How to write a dog daycare business plan in 6 steps
- Highlight your dog daycare team and their relevant experience to help your readers gain confidence in your abilities
- Offer valuable tips as part of your marketing strategy to gain trust from your target audience
- Create a realistic financial plan that outlines your expected costs and profit to keep your business on track for growth
Furry friends can quickly become members of the family. It’s no wonder why spending on pet services doubled between 2007 and 2017 and continued to grow to an $8.1 billion industry in 2020. For dog owners, giving dogs the care they need is a priority, just as it would be for any other loved one. Running a dog daycare facility is your opportunity to help pet owners keep their dogs happy, even when work or life keeps them busy. Whether you’re opening up a brand-new business or growing an existing one, you’ll need to create a dog daycare business plan.
Dog daycare business plan template
There’s no better time to create a doggie daycare business plan and take your business idea to the next level. The rate of dog ownership is higher than it’s ever been, with canines being the most popular type of pet in the U.S.
Writing a business plan can help you take advantage of this surge of dog owners and access funding from lenders or investors. Here’s what you need to include in your final plan.
1. Executive summary
An executive summary is a brief overview of your company and why it will succeed. It should grab your reader’s attention by presenting engaging details about your business. For example, if your dog daycare is the only one in your local market that also offers dog grooming and dog training services, include these details to help your business stand out.

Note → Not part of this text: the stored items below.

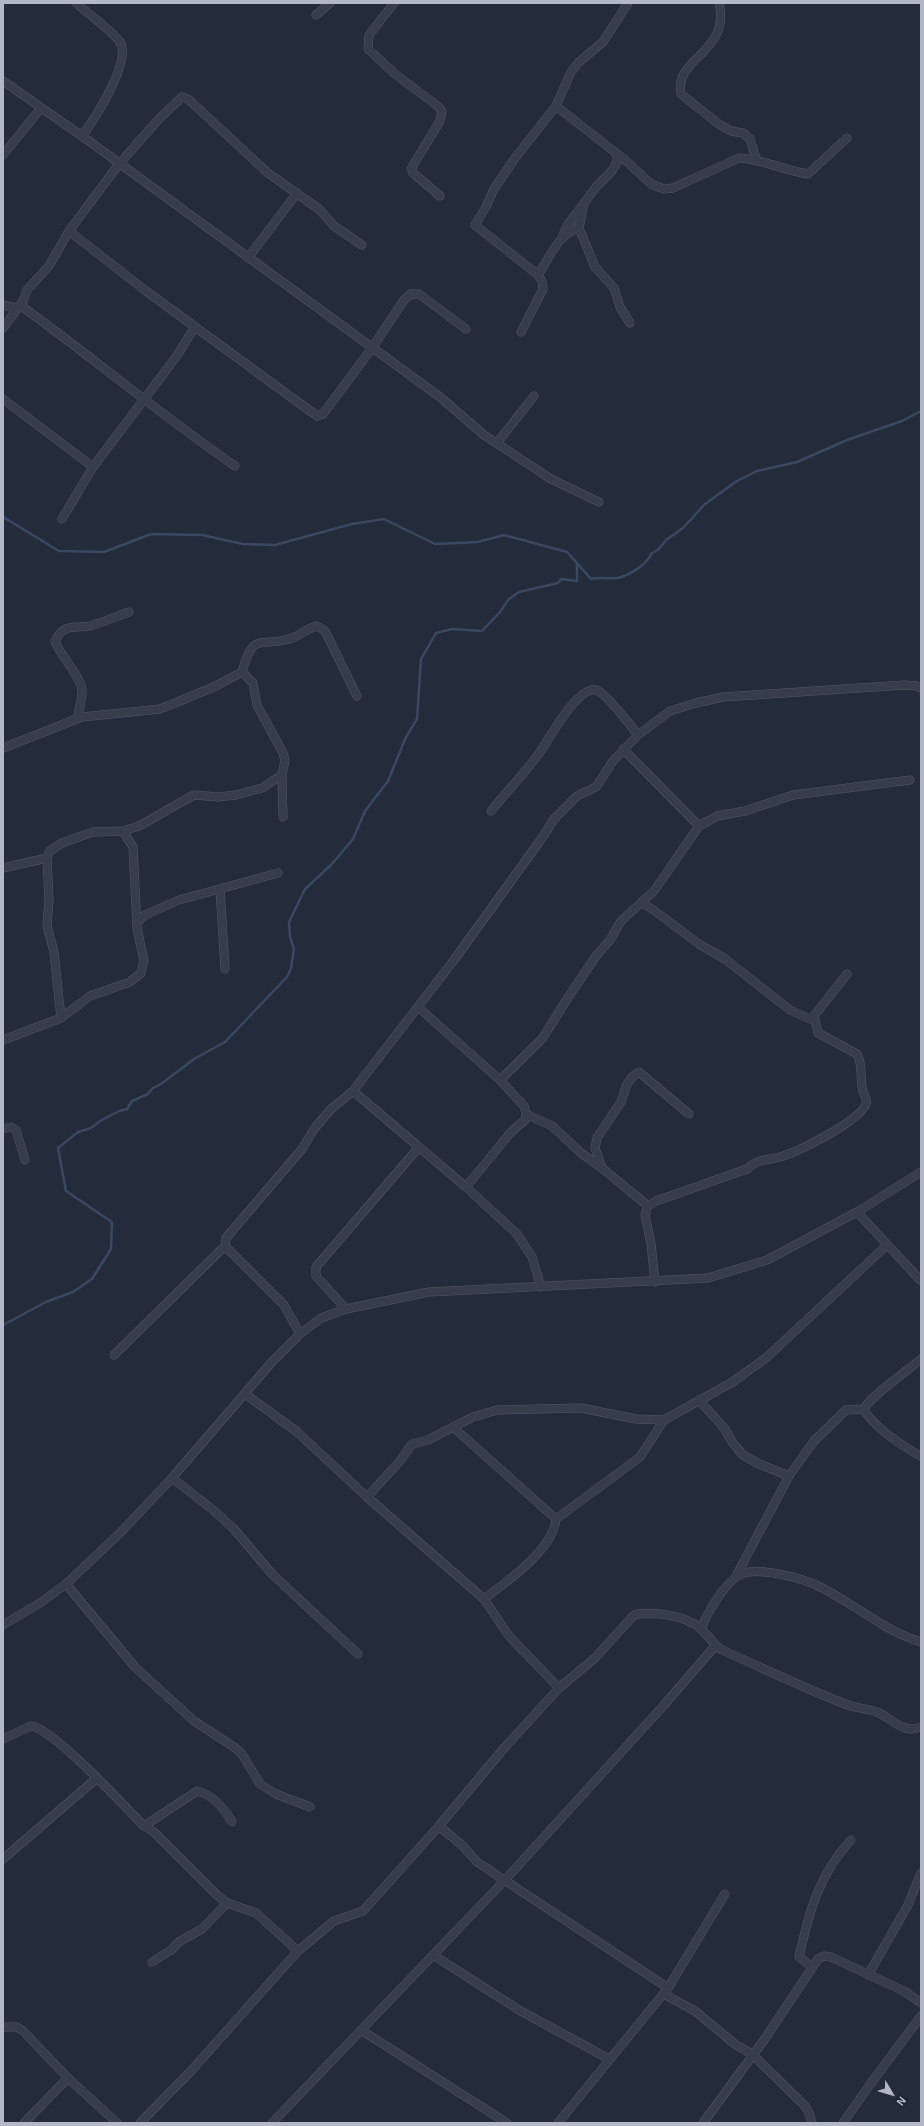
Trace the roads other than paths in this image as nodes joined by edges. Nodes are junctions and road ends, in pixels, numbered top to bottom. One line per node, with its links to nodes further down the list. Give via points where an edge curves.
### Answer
1 (76, 3): 10 (street, via 120,42 123,52 120,65 97,116)
2 (330, 3): 6 (street)
3 (394, 3): 17 (street, via 369,35 368,49 442,112 440,121 411,169)
4 (628, 3): 8 (street, via 603,42 571,72)
5 (719, 3): 14 (street, via 721,13 716,37 690,64 679,87 681,94 720,125 731,131 744,133 750,139)
6 (316, 15)
7 (3, 81): 9 (street)
8 (556, 106): 12 (street); 24 (street, via 515,158 494,189 475,225)
9 (41, 108): 10 (street); 13 (street)
10 (82, 136): 15 (street)
11 (847, 138): 14 (street, via 808,174)
12 (617, 154): 14 (street, via 651,184 664,189 673,188 739,158); 18 (street, via 617,162 612,171)
13 (3, 155)
14 (757, 161)
15 (119, 164): 16 (street, via 182,97 268,173); 20 (street); 23 (street)
16 (297, 193): 22 (street, via 320,210 334,226); 23 (street)
17 (440, 196)
18 (584, 203): 19 (street); 21 (street, via 568,224)
19 (579, 228): 21 (street, via 571,230); 27 (street, via 595,267 614,288 620,307)
20 (69, 230): 26 (street, via 49,266 30,286); 28 (street, via 146,292)
21 (562, 239): 24 (street)
22 (362, 245)
23 (248, 258): 32 (street)
24 (538, 275): 31 (street, via 544,289)
25 (3, 305): 26 (street)
26 (18, 307): 29 (street); 35 (street)
27 (630, 323)
28 (195, 327): 32 (street, via 317,416 322,414); 35 (street)
29 (3, 328)
30 (466, 330): 32 (street, via 416,293 404,300)
31 (521, 332)
32 (372, 348): 36 (street, via 440,397)
33 (534, 396): 36 (street)
34 (3, 399): 38 (street)
35 (144, 399): 37 (street); 38 (street)
36 (497, 444): 39 (street, via 551,479)
37 (235, 466)
38 (93, 467): 40 (street)
39 (599, 502)
40 (62, 519)
41 (129, 612): 45 (street, via 92,626 69,627 60,632 55,641 82,690)
42 (242, 672): 44 (street, via 247,653 260,641 293,638 317,626 325,631); 45 (street, via 214,687 160,708); 49 (street, via 253,683 257,705 283,753 285,760)
43 (921, 688): 46 (street, via 905,685 723,697 670,711)
44 (357, 696)
45 (77, 719): 47 (street)
46 (638, 735): 48 (street); 51 (street, via 601,693 592,690 586,693 565,715 542,749)
47 (3, 748)
48 (623, 749): 53 (street); 63 (street, via 596,787 577,796 554,819)
49 (282, 775): 52 (street); 54 (street, via 262,788 236,795 194,795 139,826)
50 (910, 780): 53 (street, via 793,795 745,811 717,816)
51 (491, 811)
52 (283, 817)
53 (700, 826): 59 (street)
54 (123, 831): 55 (street, via 93,832 53,848); 60 (street, via 133,847)
55 (47, 858): 56 (street); 65 (street, via 50,900 47,926 54,952)
56 (3, 868)
57 (278, 873): 58 (street)
58 (220, 889): 60 (street, via 180,900 145,915); 61 (street)
59 (642, 903): 64 (street, via 699,944 725,959 790,1010 810,1019); 67 (street, via 621,922 596,956 542,1039)
60 (137, 922): 65 (street, via 144,961 141,973 130,982 90,996)
61 (225, 969)
62 (847, 974): 64 (street)
63 (418, 1007): 67 (street); 68 (street)
64 (814, 1016): 77 (street, via 818,1033 857,1054 863,1073 862,1087 866,1100 857,1116 804,1147 780,1157 756,1161 747,1169)
65 (61, 1018): 66 (street)
66 (3, 1040)
67 (500, 1080): 69 (street, via 524,1106)
68 (353, 1091): 72 (street); 80 (street, via 331,1109 302,1149 226,1238)
69 (526, 1114): 74 (street, via 552,1126 581,1153); 76 (street, via 525,1120 511,1132)
70 (688, 1114): 74 (street, via 639,1072 632,1076 621,1102 597,1138 595,1148)
71 (3, 1129): 73 (street, via 11,1127 16,1130)
72 (419, 1147): 76 (street); 84 (street, via 316,1268 316,1276)
73 (25, 1160)
74 (602, 1168): 77 (street)
75 (921, 1172): 78 (street)
76 (466, 1187): 83 (street, via 525,1243)
77 (648, 1206): 82 (street, via 645,1215 651,1244)
78 (857, 1212): 79 (street); 82 (street, via 767,1260 708,1278)
79 (887, 1245): 81 (street); 89 (street, via 766,1358 731,1383)
80 (225, 1246): 85 (street, via 284,1305); 86 (street)
81 (921, 1281)
82 (654, 1282): 83 (street)
83 (541, 1287): 84 (street, via 429,1292)
84 (346, 1309): 85 (street, via 321,1318)
85 (300, 1334): 88 (street)
86 (114, 1355)
87 (921, 1359): 90 (street, via 874,1397)
88 (245, 1394): 95 (street); 96 (street, via 296,1431)
89 (699, 1400): 91 (street); 94 (street, via 725,1429 743,1455)
90 (864, 1409): 93 (street, via 879,1426); 94 (street, via 846,1410 814,1441)
91 (664, 1420): 92 (street, via 636,1419 581,1408 497,1410 473,1417); 97 (street, via 640,1457)
92 (453, 1427): 96 (street, via 428,1440 412,1444); 97 (street)
93 (921, 1456)
94 (789, 1476): 98 (street)
95 (172, 1478): 99 (street, via 121,1532); 105 (street, via 234,1529 272,1574)
96 (367, 1497): 100 (street)
97 (556, 1519): 100 (street, via 555,1526 536,1557)
98 (734, 1579): 102 (street, via 712,1608); 103 (street, via 744,1573 783,1574 815,1585 886,1627)
99 (66, 1584): 101 (street); 110 (street, via 135,1667 194,1721 242,1754 260,1784 276,1794)
100 (484, 1599): 106 (street, via 509,1636)
101 (3, 1625)
102 (701, 1629): 104 (street); 106 (street, via 678,1618 637,1614 595,1658)
103 (921, 1642)
104 (716, 1646): 107 (street, via 770,1673 846,1705 882,1715 902,1727); 117 (street)
105 (358, 1654)
106 (559, 1688): 113 (street, via 505,1747)
107 (921, 1727)
108 (3, 1739): 109 (street, via 36,1726 69,1751)
109 (96, 1778): 112 (street); 115 (street)
110 (310, 1806)
111 (232, 1822): 112 (street, via 223,1807 197,1790)
112 (144, 1826): 119 (street, via 154,1832)
113 (439, 1826): 117 (street, via 477,1862); 120 (street, via 363,1911 334,1921)
114 (851, 1840): 123 (street, via 827,1870 810,1913 799,1957)
115 (3, 1858)
116 (921, 1873): 124 (street, via 908,1905)
117 (505, 1880): 121 (street); 125 (street)
118 (725, 1894): 125 (street)
119 (227, 1903): 120 (street, via 252,1910); 122 (street, via 202,1929 180,1941)
120 (298, 1951): 135 (street, via 190,2072)
121 (433, 1955): 129 (street); 131 (street, via 519,2010)
122 (152, 1962)
123 (812, 1967): 124 (street, via 818,1959 824,1956 831,1957); 130 (street)
124 (868, 1975): 126 (street, via 904,1991)
125 (666, 1991): 130 (street, via 736,2045); 131 (street)
126 (921, 2003)
127 (921, 2016): 141 (street)
128 (3, 2027): 132 (street, via 17,2027 23,2031)
129 (361, 2030): 136 (street); 137 (street)
130 (752, 2054): 139 (street); 140 (street, via 805,2106)
131 (609, 2059): 138 (street)
132 (68, 2078): 133 (street); 134 (street)
133 (24, 2123)
134 (117, 2123)
135 (140, 2123)
136 (272, 2123)
137 (507, 2123)
138 (558, 2123)
139 (703, 2123)
140 (812, 2123)
141 (843, 2123)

Pro tip: Write your executive summary last. While it will be the first section of your dog daycare business plan, you’ll have an easier time condensing the most impressive facts if you already have your business details and strategies laid out in front of you with the following sections.
2. Business description
Your business description is your chance to expand on your introduction and offer more insight into what makes your business special. In this section, you can highlight details like:
- Your business location
- Your years in business or opening date
- Your target customers, including their interests, location, and demographics (such as age and income level)
- Your mission statement, which is a brief declaration of your company’s purpose
- Your business goals, including short-term and long-term goals
- Your business structure, such as limited liability company or C corporation
You can also include a market analysis in this section to further demonstrate why your small business can succeed. After doing market research, identify who your competitors are targeting and what industry trends are impacting dog daycares like yours.
Then, explain how you’ll take advantage of new opportunities (like rising demand for overnight dog boarding) and succeed in the face of challenges (like rising consumer distrust of dog kennels).
3. Management structure
Taking care of dogs—and running a pet care business in general—is a lot of work. Your business plan readers (especially lenders) want to know you have what it takes to be a successful dog daycare owner.
Start this section by introducing readers to the business owner, whether that’s just you or a whole team. Explain why each person is highly fit for their role in running a dog daycare. For example, you can outline the following for both you and your staff:
- Past experience in dog care or business management
- Relevant degrees or certifications
- Relevant awards or recognitions received
If your business has managers outside of your ownership team, introduce them in the same manner. Make sure to explain each management role clearly, like if they’re leading your sales team efforts or if they’re in charge of your overnight boarding business operations.
4. Dog daycare services
Every dog daycare center offers a unique experience for people and their pups. Use this section to describe what occurs in a typical day—for example, share more details if you include playtime, dog walking, and/or treats as part of your daycare package. If you offer daycare options that don’t last the full work day, such as hourly or half-day options, explain how your offerings differ.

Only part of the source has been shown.